┌──

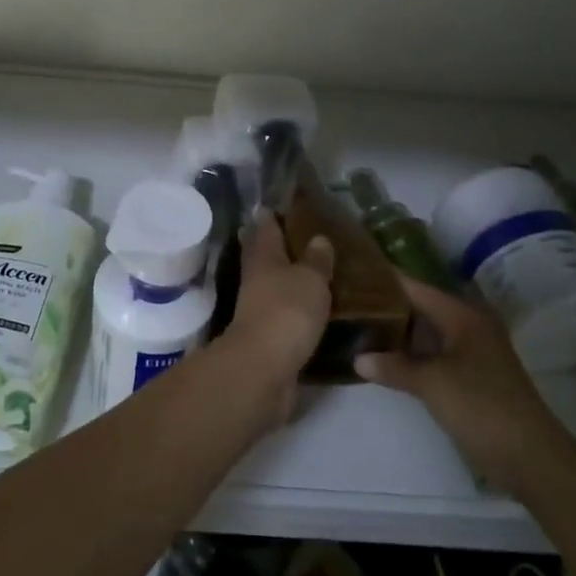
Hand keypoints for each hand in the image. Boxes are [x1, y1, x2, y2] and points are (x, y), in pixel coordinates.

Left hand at [217, 215, 332, 424]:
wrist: (264, 370)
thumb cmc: (286, 312)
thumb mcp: (310, 279)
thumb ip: (316, 260)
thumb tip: (318, 238)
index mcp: (264, 257)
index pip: (265, 227)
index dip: (272, 215)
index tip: (281, 205)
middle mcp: (257, 280)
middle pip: (265, 256)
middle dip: (279, 246)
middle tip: (305, 237)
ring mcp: (260, 310)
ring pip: (275, 286)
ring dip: (290, 280)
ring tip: (318, 273)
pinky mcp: (270, 338)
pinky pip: (286, 315)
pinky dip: (297, 310)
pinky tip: (316, 310)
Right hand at [355, 278, 567, 492]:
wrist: (532, 458)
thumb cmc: (481, 407)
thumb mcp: (432, 383)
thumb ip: (394, 366)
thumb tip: (358, 358)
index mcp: (462, 316)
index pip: (415, 286)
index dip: (384, 279)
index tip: (352, 273)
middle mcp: (468, 326)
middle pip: (420, 308)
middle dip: (386, 306)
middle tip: (348, 302)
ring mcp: (472, 353)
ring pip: (426, 334)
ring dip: (398, 333)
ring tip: (357, 327)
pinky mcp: (472, 377)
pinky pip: (433, 355)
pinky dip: (411, 355)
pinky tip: (385, 360)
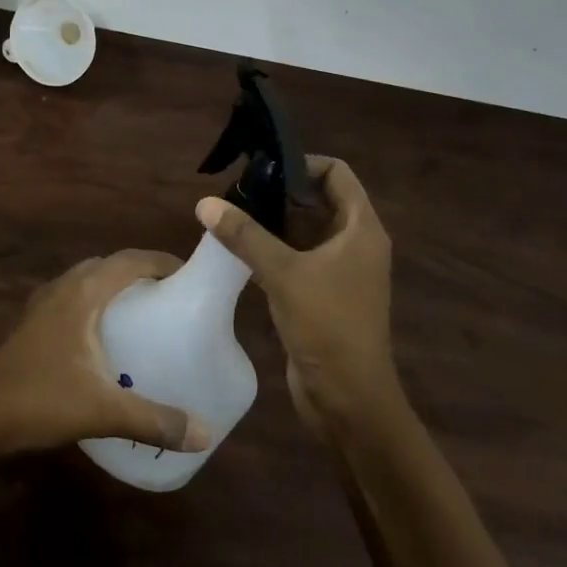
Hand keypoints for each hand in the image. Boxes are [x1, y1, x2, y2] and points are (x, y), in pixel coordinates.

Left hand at [0, 250, 212, 458]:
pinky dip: (97, 304)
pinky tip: (106, 340)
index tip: (190, 276)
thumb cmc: (39, 398)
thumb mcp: (101, 410)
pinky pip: (75, 299)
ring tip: (146, 315)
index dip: (161, 262)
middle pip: (110, 266)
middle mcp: (64, 287)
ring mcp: (45, 304)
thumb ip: (153, 418)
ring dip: (116, 288)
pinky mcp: (34, 323)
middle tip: (172, 298)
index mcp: (83, 292)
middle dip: (142, 274)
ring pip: (89, 281)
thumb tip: (205, 434)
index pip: (129, 260)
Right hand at [196, 156, 398, 440]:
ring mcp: (340, 270)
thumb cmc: (328, 327)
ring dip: (272, 222)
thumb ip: (244, 235)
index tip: (263, 168)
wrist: (349, 402)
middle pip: (318, 199)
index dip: (302, 164)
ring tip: (230, 215)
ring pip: (304, 229)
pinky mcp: (323, 293)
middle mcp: (355, 243)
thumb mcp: (284, 274)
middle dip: (279, 192)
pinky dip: (272, 248)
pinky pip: (297, 256)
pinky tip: (237, 250)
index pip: (336, 173)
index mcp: (361, 229)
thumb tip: (205, 202)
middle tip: (237, 190)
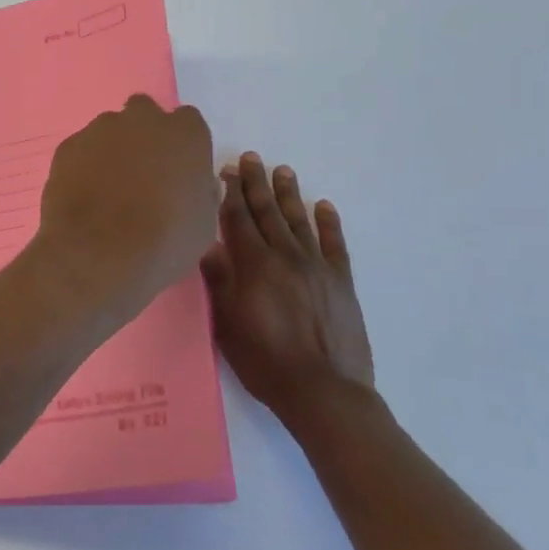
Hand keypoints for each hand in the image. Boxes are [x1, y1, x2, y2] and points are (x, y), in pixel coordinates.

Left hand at [33, 96, 219, 319]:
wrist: (99, 253)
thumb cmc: (165, 242)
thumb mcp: (203, 224)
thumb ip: (199, 193)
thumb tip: (193, 186)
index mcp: (185, 133)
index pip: (187, 123)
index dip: (181, 146)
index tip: (177, 170)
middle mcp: (143, 119)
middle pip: (144, 113)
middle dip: (143, 135)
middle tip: (141, 173)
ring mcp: (100, 129)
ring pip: (109, 130)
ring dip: (111, 150)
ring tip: (107, 191)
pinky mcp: (68, 146)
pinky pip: (80, 149)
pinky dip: (83, 166)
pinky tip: (83, 196)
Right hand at [201, 153, 375, 416]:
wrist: (324, 392)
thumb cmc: (265, 360)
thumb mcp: (227, 323)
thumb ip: (219, 280)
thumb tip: (206, 244)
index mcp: (255, 265)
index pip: (238, 219)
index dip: (230, 193)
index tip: (226, 171)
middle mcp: (286, 256)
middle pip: (268, 212)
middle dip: (257, 183)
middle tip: (251, 158)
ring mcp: (318, 267)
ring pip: (299, 221)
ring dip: (289, 194)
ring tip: (283, 170)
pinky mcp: (341, 283)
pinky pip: (335, 244)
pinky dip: (329, 223)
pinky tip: (324, 206)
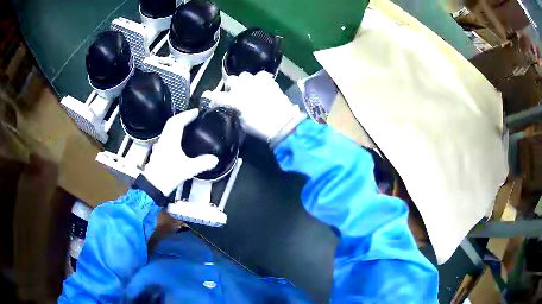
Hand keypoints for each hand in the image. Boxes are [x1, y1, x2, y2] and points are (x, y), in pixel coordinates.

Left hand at [143, 109, 218, 195]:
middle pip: (172, 123)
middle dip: (182, 117)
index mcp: (171, 139)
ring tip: (187, 125)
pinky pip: (167, 136)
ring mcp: (161, 145)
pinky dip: (174, 132)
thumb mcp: (188, 169)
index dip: (187, 115)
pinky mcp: (159, 152)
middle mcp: (165, 139)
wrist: (153, 185)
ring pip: (168, 129)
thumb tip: (215, 159)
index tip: (196, 111)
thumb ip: (202, 163)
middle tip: (192, 116)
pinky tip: (179, 139)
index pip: (178, 122)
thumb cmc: (169, 174)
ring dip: (177, 124)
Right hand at [204, 71, 304, 144]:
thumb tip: (231, 107)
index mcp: (234, 100)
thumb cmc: (261, 128)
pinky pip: (260, 75)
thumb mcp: (242, 123)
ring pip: (244, 75)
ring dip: (244, 82)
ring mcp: (256, 82)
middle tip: (234, 95)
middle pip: (230, 80)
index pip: (217, 96)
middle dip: (231, 87)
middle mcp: (243, 87)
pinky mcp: (269, 80)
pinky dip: (259, 80)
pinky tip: (261, 86)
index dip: (211, 98)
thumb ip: (234, 111)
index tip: (209, 99)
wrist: (283, 123)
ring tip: (248, 89)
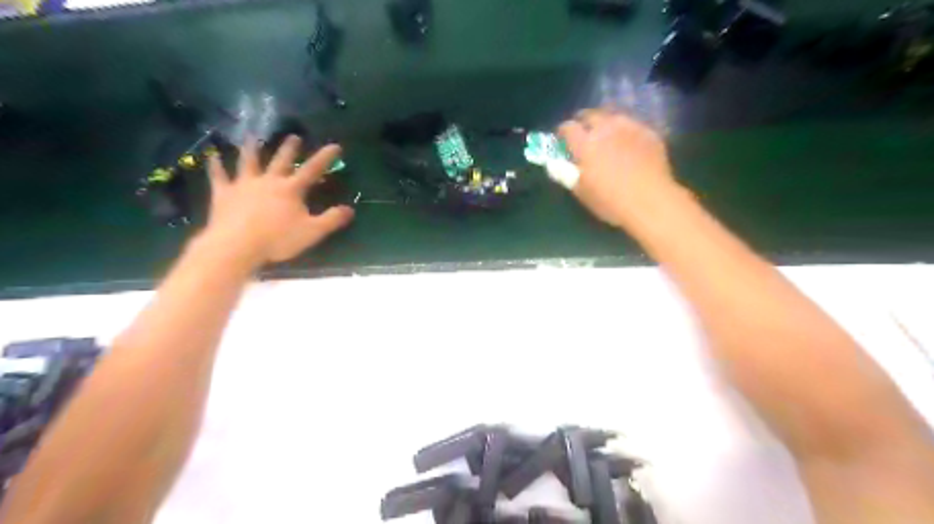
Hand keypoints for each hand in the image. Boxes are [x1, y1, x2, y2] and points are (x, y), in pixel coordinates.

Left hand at [201, 135, 353, 264]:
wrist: (236, 246)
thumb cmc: (278, 239)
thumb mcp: (312, 232)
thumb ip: (332, 219)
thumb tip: (350, 209)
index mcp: (290, 190)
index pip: (312, 170)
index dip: (325, 157)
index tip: (335, 145)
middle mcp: (268, 181)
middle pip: (281, 161)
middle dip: (289, 149)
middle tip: (294, 136)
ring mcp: (244, 185)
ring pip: (249, 162)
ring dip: (252, 149)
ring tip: (252, 137)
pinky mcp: (224, 194)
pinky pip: (219, 176)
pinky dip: (216, 166)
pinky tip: (212, 156)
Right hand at [552, 109, 679, 229]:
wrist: (651, 201)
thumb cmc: (610, 201)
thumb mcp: (581, 192)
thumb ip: (566, 174)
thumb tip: (556, 164)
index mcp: (585, 144)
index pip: (568, 127)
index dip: (562, 132)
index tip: (561, 139)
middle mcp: (605, 129)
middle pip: (590, 114)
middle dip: (583, 122)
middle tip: (583, 134)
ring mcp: (630, 127)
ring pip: (613, 116)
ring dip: (605, 122)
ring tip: (606, 134)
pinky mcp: (648, 132)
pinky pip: (632, 124)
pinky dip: (625, 130)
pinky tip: (628, 142)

└──

Your instructions:
Tally the lines in the records that contain the word "Right"; the answer is that number and nothing more.

Solution to the problem:
5